Material provided:
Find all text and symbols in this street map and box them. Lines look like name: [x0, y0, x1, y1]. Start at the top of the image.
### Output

---

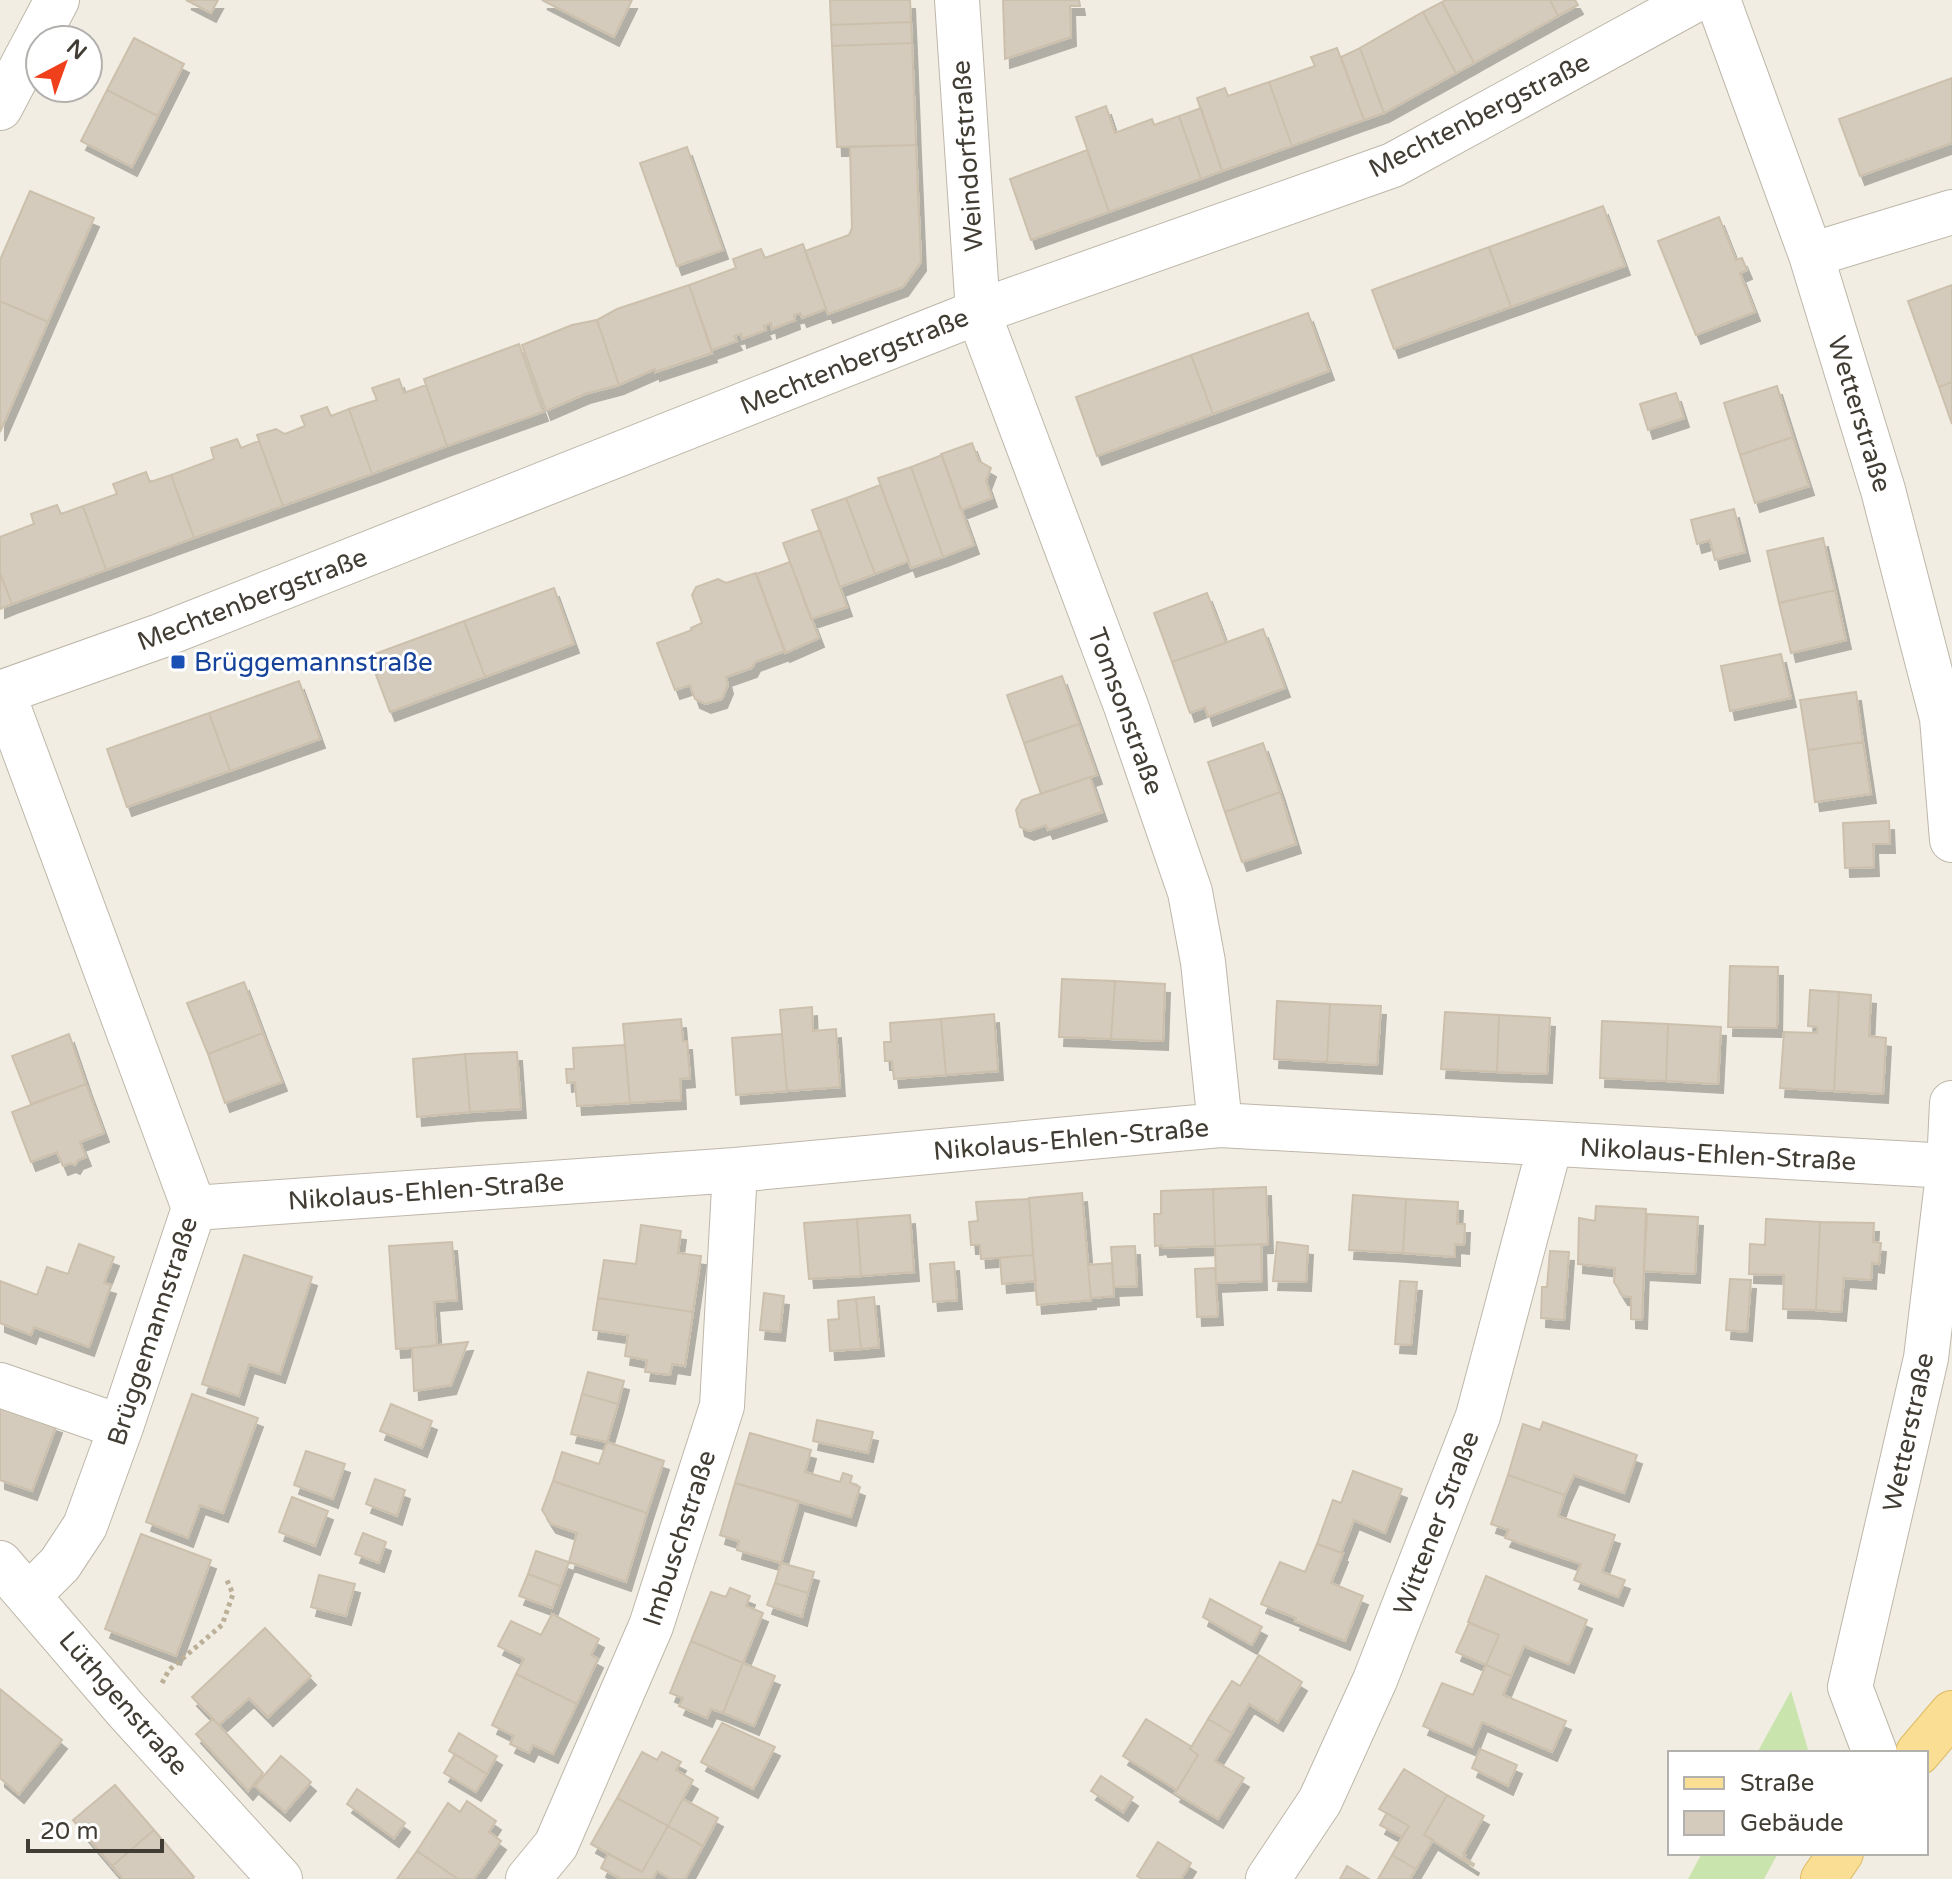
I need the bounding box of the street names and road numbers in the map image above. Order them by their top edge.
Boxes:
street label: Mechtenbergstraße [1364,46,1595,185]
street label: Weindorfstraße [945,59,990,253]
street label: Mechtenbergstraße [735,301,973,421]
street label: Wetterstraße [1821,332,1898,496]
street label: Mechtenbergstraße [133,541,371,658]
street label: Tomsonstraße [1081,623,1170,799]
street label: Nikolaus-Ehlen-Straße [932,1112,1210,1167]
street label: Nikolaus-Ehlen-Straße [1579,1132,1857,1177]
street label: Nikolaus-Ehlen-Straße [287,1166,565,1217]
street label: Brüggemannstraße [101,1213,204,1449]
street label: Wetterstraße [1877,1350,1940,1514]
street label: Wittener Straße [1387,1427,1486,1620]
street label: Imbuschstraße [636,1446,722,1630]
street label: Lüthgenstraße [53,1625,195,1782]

What you have to do: Copy out every line of the listing that contains the string "them".

Response to the task:
Find all text and symbols in this street map and box them. Lines look like name: [x0, y0, x1, y1]. Start at the top of the image.
I need the bounding box of the street names and road numbers in the map image above. Order them by their top edge.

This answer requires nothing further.